“When I first stepped on Jordanian soil, I looked at my husband and knew that this was going to be a different life. He was injured during the conflict and so I had to take on the burden of providing an income for my family.”
Coming from a conservative village in rural Homs, life has completely changed for Hiyam since arriving in Jordan in 2012. Hiyam’s long journey involved moving from Homs to Damascus and then to Daraa within Syria, before crossing the border into Jordan where they were first received at Zaatari refugee camp in Mafraq. They stayed there for 20 days before settling in East Amman: Hiyam remembers the exhaustion she felt during her first year in Jordan.
With five children now aged between 8 and 19 years old, the responsibility was initially a lot to take. “Making sure we have enough money, that the children go to school, that there is food in the fridge, these are all things which seemed easy before, but when you are a refugee there is an added complication,” she explains.

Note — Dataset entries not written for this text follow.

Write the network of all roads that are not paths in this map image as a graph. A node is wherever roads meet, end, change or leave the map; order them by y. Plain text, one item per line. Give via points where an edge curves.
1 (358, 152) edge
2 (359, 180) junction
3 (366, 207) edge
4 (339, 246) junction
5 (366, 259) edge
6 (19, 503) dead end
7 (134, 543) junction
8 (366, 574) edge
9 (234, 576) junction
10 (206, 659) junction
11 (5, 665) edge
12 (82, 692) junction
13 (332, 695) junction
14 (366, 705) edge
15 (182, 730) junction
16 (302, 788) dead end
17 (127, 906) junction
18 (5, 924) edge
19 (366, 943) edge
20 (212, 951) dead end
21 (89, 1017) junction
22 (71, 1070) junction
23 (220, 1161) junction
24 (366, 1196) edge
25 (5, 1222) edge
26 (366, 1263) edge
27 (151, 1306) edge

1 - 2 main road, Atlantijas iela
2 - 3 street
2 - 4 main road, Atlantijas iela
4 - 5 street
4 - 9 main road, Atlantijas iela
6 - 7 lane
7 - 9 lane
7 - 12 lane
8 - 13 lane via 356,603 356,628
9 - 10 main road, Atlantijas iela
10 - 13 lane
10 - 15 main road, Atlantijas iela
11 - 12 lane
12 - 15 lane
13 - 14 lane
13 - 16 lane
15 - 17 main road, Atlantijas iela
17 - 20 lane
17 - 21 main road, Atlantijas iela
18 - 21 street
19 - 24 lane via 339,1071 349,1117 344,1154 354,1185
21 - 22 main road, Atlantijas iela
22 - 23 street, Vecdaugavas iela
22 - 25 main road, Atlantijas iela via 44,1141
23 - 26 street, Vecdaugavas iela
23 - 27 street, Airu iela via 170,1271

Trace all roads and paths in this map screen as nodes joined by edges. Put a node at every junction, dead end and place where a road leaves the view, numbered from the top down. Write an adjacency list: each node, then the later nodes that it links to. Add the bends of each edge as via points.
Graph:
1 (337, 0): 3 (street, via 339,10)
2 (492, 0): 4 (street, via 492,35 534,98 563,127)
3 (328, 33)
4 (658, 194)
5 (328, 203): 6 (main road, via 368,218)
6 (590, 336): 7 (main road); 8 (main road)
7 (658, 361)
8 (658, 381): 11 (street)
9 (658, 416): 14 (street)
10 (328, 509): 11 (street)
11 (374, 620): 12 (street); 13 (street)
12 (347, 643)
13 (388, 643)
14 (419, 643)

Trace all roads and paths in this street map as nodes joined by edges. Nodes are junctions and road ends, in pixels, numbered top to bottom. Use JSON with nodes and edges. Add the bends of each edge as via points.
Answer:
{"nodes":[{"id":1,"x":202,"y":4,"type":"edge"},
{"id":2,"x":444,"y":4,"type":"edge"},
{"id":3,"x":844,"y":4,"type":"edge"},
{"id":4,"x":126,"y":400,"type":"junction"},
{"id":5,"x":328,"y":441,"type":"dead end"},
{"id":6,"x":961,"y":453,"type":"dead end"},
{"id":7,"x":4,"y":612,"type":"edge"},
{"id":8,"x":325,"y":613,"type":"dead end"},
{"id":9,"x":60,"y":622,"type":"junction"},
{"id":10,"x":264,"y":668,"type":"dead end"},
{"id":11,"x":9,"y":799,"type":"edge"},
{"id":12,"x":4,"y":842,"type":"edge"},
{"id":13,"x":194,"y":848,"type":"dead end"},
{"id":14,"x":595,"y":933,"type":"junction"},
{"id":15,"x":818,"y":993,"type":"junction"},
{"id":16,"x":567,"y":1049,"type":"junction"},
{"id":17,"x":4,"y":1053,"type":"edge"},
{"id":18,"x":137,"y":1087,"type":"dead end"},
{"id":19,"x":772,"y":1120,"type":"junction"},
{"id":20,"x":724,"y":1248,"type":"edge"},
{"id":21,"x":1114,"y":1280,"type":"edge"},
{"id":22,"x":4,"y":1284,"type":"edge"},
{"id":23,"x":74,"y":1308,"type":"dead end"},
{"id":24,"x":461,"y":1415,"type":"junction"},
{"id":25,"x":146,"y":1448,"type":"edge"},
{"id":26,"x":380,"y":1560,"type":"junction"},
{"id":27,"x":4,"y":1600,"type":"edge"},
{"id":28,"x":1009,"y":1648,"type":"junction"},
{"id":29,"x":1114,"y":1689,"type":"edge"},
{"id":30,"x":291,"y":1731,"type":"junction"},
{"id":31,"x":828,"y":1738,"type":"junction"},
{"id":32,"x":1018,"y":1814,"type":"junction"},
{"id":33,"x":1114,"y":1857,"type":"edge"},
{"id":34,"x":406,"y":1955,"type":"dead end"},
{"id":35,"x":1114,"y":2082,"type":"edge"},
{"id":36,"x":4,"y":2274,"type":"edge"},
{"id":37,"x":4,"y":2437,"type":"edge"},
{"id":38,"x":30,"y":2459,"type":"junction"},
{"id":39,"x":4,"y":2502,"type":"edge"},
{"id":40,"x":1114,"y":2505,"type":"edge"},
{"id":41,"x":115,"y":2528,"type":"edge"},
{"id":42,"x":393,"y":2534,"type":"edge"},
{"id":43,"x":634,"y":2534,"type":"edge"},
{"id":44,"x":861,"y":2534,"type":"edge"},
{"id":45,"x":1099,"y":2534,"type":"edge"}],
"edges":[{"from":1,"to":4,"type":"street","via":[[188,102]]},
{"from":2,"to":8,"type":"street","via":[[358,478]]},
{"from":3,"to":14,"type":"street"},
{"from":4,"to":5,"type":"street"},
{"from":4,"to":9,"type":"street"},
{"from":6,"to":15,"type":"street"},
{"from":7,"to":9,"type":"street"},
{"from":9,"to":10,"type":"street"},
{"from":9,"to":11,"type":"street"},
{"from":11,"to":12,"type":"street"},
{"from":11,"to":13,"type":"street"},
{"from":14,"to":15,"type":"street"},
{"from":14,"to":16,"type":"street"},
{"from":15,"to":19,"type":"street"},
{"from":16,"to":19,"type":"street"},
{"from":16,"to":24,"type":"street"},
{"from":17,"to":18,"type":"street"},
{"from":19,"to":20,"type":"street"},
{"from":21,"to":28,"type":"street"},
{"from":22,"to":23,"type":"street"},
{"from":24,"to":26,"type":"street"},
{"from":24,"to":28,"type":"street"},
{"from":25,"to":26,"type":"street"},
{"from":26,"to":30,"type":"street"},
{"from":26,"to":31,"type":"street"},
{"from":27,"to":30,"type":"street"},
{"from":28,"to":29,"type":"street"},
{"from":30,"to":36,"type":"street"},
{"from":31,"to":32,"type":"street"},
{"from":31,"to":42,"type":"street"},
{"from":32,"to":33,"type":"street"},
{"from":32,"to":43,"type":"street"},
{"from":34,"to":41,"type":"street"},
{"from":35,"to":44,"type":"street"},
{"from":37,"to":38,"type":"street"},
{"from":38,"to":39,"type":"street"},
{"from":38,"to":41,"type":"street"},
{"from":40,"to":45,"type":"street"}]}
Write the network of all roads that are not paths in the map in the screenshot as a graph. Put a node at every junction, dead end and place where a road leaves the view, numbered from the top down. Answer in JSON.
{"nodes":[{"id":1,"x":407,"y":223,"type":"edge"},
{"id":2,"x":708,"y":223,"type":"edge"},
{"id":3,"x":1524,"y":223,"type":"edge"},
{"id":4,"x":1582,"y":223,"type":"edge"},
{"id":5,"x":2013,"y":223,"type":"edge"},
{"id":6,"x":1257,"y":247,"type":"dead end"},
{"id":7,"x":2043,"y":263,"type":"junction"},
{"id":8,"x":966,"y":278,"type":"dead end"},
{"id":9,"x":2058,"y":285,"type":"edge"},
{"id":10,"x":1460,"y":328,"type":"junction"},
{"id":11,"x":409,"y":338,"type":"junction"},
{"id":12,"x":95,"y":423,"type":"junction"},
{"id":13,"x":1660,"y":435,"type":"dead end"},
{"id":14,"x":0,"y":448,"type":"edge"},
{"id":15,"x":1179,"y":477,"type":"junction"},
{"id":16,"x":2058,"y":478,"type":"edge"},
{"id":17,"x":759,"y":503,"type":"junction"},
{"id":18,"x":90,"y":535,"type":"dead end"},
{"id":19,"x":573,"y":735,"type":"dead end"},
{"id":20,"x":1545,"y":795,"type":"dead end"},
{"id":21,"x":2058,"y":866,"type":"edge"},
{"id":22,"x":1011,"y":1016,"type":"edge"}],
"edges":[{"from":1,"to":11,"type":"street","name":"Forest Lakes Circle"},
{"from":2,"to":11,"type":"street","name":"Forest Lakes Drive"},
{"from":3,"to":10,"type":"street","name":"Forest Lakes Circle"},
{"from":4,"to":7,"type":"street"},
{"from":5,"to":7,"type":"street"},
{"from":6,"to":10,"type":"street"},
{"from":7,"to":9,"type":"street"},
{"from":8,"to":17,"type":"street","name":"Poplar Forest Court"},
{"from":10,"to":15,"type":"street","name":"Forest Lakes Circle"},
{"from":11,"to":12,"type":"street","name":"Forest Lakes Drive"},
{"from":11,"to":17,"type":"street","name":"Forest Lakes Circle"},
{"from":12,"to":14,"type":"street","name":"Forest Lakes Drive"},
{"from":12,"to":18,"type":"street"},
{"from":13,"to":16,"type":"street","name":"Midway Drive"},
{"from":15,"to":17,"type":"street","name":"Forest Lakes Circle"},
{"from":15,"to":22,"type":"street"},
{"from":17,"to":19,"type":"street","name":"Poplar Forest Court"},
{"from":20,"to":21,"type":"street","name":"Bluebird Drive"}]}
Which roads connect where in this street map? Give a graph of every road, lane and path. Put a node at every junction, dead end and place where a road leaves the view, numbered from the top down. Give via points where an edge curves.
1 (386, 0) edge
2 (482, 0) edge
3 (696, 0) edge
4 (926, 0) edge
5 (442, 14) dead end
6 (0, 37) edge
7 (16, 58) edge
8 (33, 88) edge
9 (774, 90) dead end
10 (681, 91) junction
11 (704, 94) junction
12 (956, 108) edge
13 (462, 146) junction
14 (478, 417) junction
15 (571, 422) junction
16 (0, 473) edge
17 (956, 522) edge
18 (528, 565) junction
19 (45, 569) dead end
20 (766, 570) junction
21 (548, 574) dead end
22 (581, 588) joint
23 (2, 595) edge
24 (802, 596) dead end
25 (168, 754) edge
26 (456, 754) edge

Two years ago, when she was accepted to be a part of the Community Support Committee at Nuzha Centre in East Amman, though, something changed. “I finally felt like I had a purpose apart from just looking after my children at home.”
Since joining Nuzha committee, Hiyam explains how she has helped refugees with everything from preventing early marriage to facilitating life skills classes and that the training she has received as a part of the committee has also enabled her to develop on a more personal level. Thanks to the cash for work incentive she receives, she is able to provide for some of her children basic needs.
Empowering other women in the community is, in addition, a particular passion. “I live five minutes from Nuzha,” she says, “most of the people who come here are my friends and neighbors and I even have people approaching me when I am out buying vegetables to ask for advice.”
It is clear from Hiyam that the support system that Nuzha has created in just two years since opening in 2018 is extensive.
“I have seen real change in people’s lives because of what we do here,” she concludes.